RICARDO  -  Sinto muito lhe dar um motivo de aborrecimento, mal retorno a nossa terra...

CYRO  -  Você nunca me aborrece. O que foi?

RICARDO  -  Estive hoje, agora mesmo, com Otto Muller... na casa dele, e entre outras coisas...ele me deu a entender... bem... ele me deu a noticia de que Ester... está noiva do Dr. Paulus... (Cyro estava impassível) Vão se casar dentro de pouco tempo.

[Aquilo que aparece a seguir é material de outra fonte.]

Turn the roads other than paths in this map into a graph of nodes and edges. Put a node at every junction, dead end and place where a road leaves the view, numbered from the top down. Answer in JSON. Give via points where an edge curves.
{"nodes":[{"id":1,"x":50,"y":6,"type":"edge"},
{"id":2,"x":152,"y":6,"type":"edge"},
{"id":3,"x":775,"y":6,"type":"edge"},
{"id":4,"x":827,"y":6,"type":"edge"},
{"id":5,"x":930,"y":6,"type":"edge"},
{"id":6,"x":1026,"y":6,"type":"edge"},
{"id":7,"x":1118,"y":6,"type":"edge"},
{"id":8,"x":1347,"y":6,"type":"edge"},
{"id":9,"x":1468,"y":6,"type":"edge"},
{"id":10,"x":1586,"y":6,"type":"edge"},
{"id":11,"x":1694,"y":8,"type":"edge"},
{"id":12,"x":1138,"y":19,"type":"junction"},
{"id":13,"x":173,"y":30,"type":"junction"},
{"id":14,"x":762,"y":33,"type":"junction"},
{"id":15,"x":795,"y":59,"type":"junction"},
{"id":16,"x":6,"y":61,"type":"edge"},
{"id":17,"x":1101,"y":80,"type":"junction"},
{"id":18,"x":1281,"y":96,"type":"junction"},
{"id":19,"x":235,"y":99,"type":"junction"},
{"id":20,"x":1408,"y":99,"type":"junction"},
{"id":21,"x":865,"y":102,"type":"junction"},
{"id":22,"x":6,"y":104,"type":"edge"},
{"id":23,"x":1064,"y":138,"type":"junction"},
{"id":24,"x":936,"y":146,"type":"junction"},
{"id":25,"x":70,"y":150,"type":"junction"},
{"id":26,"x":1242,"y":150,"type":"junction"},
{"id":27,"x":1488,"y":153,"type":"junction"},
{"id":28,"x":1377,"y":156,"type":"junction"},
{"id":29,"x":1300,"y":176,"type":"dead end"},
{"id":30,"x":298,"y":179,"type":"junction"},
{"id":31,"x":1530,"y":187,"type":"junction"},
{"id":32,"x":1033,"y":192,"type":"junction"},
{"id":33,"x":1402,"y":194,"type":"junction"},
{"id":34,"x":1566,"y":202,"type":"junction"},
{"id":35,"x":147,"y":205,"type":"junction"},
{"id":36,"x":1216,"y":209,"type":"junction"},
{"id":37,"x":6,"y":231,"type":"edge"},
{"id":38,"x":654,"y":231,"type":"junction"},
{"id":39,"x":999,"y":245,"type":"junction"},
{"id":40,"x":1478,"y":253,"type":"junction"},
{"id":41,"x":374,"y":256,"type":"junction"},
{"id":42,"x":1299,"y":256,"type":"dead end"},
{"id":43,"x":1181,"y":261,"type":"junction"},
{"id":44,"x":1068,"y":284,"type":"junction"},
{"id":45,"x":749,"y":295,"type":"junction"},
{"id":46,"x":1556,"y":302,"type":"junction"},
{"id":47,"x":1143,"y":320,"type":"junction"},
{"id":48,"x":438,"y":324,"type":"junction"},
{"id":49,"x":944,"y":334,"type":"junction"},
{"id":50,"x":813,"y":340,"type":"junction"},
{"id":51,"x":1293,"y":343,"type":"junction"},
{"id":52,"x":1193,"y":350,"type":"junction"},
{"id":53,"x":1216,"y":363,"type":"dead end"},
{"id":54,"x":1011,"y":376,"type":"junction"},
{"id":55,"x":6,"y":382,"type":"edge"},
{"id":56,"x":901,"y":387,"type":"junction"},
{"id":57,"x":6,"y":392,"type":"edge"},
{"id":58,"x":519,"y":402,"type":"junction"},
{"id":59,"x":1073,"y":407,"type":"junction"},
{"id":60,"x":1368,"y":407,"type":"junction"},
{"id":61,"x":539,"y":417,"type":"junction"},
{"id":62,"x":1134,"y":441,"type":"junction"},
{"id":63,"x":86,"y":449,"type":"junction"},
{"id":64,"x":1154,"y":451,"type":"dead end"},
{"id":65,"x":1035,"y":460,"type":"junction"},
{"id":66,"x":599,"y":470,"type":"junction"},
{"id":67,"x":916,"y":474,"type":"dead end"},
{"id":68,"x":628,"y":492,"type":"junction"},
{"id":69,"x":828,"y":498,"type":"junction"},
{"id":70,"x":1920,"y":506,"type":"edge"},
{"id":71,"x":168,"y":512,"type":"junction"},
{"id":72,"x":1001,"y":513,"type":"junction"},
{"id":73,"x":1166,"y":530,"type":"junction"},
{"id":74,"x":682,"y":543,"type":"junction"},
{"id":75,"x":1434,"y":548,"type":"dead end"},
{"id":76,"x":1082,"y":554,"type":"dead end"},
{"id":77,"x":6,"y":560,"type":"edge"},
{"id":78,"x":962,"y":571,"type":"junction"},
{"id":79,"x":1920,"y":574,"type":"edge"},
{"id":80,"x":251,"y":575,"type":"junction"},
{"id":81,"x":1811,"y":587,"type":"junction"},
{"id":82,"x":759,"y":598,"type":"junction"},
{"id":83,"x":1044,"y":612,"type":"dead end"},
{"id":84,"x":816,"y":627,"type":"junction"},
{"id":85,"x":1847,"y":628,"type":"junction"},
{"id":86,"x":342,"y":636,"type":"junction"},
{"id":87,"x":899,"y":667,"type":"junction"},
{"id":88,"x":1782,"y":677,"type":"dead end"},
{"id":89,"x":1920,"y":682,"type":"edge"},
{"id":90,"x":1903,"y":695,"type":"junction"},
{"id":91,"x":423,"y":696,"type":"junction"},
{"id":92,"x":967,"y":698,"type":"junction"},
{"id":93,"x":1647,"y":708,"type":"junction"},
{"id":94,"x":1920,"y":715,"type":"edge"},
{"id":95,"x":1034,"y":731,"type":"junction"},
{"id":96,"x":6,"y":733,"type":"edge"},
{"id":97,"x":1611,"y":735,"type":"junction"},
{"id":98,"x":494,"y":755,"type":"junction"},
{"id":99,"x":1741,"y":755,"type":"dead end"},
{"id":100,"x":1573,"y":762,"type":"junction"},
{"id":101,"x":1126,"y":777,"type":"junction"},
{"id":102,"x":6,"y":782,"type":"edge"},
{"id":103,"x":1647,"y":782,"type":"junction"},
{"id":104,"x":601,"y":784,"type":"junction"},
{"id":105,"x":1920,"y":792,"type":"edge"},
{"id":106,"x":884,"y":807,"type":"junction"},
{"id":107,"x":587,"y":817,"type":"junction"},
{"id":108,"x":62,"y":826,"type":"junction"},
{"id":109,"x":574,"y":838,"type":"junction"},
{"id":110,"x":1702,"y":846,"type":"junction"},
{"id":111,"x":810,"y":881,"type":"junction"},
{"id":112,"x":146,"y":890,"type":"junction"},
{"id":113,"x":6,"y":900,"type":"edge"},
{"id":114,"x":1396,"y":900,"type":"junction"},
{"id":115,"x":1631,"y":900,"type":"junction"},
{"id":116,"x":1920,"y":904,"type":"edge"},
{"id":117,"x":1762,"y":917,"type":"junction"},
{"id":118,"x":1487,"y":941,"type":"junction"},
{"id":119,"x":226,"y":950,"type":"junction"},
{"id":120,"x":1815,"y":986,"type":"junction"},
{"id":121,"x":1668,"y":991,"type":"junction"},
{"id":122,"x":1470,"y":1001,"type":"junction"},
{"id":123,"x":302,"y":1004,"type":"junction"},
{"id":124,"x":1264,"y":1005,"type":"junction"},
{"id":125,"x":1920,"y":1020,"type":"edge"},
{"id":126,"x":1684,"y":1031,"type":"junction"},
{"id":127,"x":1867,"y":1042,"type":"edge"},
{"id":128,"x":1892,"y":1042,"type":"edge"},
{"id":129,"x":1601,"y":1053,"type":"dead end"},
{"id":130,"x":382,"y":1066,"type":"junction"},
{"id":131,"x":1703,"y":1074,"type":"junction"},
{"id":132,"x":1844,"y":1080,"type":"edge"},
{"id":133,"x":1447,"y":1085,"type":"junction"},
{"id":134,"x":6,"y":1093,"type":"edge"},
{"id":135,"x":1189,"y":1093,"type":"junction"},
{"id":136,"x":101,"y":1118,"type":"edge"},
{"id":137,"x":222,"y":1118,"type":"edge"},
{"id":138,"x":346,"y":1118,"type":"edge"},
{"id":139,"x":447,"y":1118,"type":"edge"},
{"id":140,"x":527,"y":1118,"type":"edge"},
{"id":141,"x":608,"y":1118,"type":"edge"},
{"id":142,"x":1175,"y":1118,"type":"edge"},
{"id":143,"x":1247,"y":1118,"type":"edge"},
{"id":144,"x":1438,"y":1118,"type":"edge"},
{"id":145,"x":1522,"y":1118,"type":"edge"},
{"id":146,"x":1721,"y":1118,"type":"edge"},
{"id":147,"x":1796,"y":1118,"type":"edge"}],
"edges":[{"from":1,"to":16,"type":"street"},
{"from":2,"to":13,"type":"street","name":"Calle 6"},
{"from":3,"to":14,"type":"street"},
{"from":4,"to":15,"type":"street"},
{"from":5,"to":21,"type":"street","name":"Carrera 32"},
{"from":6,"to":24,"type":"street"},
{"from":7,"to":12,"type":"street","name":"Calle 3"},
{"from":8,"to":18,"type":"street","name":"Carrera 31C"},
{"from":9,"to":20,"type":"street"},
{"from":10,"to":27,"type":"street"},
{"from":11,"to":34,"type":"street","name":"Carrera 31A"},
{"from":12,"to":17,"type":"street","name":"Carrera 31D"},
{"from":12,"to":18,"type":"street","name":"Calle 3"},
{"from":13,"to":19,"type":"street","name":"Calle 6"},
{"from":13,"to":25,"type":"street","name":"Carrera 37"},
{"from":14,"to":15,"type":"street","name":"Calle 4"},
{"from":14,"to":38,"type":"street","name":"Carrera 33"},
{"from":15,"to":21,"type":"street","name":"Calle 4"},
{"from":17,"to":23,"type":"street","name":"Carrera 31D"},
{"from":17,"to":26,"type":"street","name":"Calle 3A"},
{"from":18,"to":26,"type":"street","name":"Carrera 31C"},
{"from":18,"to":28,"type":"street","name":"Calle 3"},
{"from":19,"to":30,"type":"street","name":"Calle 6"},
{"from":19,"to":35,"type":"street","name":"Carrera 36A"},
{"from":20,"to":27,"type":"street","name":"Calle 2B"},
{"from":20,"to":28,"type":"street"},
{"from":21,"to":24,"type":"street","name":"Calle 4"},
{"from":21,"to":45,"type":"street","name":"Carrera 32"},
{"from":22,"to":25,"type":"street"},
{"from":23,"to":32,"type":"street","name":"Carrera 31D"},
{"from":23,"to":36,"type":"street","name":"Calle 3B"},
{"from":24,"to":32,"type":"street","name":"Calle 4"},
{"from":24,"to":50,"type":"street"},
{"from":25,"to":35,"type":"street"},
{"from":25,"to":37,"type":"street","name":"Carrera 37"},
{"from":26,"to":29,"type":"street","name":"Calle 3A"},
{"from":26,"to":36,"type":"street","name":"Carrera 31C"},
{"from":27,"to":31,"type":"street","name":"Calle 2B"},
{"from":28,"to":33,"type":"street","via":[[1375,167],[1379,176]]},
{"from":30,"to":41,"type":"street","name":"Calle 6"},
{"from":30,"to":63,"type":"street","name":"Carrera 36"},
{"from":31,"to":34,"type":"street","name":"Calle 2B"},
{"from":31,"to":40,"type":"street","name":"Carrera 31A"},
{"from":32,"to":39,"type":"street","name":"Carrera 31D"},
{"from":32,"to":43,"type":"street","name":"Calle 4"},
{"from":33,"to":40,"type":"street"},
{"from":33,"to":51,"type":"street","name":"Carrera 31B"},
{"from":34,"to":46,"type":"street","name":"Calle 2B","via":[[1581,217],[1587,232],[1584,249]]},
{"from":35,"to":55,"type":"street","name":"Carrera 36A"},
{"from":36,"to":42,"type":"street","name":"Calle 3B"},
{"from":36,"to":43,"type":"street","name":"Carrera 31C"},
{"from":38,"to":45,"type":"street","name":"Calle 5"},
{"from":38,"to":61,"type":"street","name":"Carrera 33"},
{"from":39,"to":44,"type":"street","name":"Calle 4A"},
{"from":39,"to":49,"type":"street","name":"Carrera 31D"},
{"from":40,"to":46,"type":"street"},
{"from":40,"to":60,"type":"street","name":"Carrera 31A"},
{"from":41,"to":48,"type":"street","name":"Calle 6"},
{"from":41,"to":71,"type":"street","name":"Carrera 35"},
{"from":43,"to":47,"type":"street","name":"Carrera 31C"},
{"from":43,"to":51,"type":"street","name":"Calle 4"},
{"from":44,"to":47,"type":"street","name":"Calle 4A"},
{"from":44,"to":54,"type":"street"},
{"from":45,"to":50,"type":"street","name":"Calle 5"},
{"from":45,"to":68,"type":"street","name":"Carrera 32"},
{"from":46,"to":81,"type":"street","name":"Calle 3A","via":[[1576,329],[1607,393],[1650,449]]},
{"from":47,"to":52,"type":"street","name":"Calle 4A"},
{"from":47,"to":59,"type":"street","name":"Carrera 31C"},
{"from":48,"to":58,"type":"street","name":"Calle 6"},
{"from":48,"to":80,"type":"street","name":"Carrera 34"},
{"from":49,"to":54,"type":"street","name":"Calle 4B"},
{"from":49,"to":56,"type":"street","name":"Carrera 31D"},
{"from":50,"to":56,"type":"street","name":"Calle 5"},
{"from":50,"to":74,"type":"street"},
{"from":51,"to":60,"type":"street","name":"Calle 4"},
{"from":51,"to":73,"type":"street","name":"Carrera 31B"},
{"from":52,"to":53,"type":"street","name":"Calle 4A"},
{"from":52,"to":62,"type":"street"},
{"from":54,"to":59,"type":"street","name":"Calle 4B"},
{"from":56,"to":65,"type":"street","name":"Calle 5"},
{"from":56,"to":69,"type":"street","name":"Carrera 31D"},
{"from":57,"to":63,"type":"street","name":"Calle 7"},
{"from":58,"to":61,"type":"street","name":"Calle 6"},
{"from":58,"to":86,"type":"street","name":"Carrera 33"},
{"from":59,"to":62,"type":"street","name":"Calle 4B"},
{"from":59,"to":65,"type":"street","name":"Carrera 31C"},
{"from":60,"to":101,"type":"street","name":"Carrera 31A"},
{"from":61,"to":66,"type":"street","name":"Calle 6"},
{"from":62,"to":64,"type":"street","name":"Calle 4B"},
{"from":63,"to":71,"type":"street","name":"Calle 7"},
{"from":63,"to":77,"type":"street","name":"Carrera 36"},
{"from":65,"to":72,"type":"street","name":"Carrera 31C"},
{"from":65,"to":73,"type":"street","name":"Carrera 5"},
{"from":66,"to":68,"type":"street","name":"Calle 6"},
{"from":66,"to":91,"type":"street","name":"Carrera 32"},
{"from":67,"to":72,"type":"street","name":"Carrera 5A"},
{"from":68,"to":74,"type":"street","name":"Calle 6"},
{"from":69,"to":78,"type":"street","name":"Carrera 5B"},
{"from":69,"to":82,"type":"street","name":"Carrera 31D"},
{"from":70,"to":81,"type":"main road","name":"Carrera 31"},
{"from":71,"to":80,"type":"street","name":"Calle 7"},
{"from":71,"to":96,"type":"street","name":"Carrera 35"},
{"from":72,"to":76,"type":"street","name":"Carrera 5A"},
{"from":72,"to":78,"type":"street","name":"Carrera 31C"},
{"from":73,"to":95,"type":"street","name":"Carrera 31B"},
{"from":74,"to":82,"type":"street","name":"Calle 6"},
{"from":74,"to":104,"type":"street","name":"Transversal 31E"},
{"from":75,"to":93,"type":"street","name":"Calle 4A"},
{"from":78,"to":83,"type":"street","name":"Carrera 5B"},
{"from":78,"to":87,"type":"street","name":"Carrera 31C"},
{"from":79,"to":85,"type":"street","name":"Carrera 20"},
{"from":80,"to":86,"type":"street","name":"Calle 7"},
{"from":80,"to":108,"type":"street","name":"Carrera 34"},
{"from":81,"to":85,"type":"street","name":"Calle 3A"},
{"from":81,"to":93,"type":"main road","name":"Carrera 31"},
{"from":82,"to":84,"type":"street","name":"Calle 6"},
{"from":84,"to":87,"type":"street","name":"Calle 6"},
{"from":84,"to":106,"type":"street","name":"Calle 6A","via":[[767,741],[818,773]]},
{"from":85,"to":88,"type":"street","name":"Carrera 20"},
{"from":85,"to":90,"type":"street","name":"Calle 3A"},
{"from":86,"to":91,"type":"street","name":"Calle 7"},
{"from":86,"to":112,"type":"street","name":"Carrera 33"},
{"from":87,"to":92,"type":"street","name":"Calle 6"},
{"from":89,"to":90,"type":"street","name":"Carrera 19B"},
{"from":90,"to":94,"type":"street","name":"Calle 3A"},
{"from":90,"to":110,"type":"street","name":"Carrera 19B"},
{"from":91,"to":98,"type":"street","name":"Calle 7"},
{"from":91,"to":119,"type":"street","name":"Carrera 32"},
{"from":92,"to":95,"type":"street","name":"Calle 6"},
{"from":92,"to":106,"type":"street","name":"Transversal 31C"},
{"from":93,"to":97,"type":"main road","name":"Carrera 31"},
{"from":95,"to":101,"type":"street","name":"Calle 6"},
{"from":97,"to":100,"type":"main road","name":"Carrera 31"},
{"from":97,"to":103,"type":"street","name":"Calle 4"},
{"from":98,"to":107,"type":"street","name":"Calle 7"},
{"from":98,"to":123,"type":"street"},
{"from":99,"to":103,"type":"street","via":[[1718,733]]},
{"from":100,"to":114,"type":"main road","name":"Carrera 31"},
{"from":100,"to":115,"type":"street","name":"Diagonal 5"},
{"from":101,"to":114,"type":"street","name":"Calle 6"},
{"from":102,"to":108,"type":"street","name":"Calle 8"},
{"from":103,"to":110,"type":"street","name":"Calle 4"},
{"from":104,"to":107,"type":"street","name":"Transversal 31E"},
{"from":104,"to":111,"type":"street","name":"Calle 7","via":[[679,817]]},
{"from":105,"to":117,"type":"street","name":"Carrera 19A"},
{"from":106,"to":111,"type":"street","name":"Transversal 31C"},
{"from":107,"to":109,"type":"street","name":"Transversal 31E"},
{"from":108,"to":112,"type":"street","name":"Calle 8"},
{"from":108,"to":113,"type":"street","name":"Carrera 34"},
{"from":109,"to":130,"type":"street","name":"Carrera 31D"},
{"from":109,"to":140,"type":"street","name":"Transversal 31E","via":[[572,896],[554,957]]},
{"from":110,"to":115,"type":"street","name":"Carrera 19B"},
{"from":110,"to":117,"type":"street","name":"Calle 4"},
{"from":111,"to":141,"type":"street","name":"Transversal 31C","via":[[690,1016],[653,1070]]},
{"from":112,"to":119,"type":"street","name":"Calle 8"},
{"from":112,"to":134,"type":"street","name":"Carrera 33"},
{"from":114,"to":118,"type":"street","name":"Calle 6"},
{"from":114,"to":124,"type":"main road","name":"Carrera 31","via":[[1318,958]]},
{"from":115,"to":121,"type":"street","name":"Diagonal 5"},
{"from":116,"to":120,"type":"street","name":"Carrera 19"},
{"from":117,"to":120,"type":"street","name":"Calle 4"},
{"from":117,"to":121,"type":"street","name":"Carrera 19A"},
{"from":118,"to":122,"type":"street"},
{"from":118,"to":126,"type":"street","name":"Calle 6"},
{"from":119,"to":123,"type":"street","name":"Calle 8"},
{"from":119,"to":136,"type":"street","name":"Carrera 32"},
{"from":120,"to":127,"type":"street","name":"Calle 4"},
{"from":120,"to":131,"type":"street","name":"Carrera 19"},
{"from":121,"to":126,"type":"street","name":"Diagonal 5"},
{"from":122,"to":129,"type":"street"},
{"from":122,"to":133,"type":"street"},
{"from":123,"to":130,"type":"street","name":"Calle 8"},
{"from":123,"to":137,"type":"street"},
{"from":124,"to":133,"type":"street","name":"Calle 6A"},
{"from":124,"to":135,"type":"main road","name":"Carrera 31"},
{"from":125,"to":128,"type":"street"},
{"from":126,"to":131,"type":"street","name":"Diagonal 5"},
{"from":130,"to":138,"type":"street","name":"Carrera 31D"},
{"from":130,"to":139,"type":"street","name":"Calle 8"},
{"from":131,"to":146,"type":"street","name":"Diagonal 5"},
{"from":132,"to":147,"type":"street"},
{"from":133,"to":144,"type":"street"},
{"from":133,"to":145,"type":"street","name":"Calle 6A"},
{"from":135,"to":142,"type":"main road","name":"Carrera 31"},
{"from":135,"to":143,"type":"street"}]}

CYRO  -  Isto é certo... ou você está querendo me experimentar?

RICARDO  -  Para quê? Não me interessa mentir. É a verdade!

CYRO  -  Eu sei por que você está me dando esta noticia.

RICARDO  -  Estou muito preocupado com você. E gostaria, sinceramente, que se reconciliasse com Ester. Afinal, está mais do que evidente que vocês nasceram um para o outro... e é uma pena ver cada um seguir um caminho tão diferente. Sabemos que o casamento com Paulus é unicamente para forçar mais ainda a separação entre vocês.

CYRO  -  (fingiu indiferença) Se ela quer assim... não posso fazer nada!

RICARDO  -  (admirado com a passividade do amigo) Você está conformado?

CYRO  - (pensou um pouco antes de responder) Não... mas não posso forçá-la!

RICARDO  -  Você faz muito pelos outros... faça algo por você mesmo.

CYRO  -  Não, não é assim que eu quero conquistar as coisas. O que tiver de vir para mim, virá sem que eu faça nada para isso.

RICARDO  -  E, por esse motivo, vai cruzar os braços e deixar que Ester cometa um erro.

CORTA PARA:

CENA  4  -  FLORIANÓPOLIS  -  MANSÃO DE OTTO MULLER  -  SALA  -  INTERIOR  -  DIA

BABY ENTROU NA RESIDENCIA, NA COMPANHIA DA TIA CATARINA E LIA. ELE MESMO NÃO SABIA EXPLICAR COMO ACEITARA O CONVITE PARA VOLTAR ÀQUELA CASA. ODIAVA A TODOS, COM EXCEÇÃO DE LIA.

OTTO ESTAVA ESPERANDO JUNTO AO PRIMEIRO DEGRAU, COM O COTOVELO ENCOSTADO AO CORRIMÃO.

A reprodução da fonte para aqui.